Data for this exercise
....
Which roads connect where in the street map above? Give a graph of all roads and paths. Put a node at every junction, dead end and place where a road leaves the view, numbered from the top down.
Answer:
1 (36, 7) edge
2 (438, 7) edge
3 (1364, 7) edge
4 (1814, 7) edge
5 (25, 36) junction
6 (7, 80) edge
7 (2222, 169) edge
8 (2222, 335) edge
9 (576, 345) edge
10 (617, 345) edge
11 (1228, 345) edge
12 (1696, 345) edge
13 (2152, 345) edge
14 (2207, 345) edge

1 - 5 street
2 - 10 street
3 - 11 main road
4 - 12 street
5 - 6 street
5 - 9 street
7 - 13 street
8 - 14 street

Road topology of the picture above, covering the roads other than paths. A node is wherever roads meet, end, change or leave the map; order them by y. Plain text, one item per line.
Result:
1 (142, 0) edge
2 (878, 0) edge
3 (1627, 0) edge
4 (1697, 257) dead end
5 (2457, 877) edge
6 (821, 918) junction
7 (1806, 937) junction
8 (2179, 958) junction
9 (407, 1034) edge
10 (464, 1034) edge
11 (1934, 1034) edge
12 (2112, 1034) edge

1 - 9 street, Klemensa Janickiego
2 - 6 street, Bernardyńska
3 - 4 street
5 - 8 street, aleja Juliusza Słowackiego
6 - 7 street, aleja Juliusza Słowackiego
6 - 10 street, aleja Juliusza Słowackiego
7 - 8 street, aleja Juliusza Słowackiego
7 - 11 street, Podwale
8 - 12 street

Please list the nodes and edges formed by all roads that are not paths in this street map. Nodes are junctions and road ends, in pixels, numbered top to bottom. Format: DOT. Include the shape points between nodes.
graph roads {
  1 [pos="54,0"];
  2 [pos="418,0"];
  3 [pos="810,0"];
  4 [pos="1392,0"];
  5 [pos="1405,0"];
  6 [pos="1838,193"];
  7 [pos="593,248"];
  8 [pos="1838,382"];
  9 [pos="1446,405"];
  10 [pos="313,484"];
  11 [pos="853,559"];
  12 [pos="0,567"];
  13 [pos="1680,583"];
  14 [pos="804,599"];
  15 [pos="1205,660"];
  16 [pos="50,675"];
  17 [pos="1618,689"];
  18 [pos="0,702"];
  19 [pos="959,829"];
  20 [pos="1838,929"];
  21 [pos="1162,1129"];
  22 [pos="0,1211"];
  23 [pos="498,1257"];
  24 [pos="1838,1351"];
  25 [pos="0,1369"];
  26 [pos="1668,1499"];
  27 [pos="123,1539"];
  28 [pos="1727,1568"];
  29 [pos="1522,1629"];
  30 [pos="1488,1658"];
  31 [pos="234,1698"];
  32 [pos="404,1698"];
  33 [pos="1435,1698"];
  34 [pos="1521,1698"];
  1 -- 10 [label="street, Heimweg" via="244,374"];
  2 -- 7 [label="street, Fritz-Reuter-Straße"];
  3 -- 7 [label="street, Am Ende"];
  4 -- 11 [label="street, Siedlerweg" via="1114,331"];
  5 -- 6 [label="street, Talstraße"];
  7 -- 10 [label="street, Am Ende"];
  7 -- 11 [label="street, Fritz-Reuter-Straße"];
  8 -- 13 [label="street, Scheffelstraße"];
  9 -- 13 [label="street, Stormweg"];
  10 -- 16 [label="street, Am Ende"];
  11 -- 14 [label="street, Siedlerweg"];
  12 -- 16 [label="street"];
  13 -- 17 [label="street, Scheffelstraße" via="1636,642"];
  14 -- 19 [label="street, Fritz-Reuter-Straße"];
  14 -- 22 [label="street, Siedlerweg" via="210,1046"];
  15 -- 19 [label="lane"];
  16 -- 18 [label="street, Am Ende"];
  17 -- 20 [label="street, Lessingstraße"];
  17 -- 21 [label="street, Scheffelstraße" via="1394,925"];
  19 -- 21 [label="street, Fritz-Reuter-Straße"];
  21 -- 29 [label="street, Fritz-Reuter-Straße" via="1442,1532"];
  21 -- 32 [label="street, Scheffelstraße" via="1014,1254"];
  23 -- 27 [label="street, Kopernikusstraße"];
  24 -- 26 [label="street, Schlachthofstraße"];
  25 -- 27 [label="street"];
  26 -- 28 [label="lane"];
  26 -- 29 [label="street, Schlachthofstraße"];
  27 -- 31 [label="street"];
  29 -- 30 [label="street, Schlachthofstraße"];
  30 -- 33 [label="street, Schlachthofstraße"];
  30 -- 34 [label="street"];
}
....
Exercise
Return each line from the records that includes the word "above".

Response
Which roads connect where in the street map above? Give a graph of all roads and paths. Put a node at every junction, dead end and place where a road leaves the view, numbered from the top down.
Road topology of the picture above, covering the roads other than paths. A node is wherever roads meet, end, change or leave the map; order them by y. Plain text, one item per line.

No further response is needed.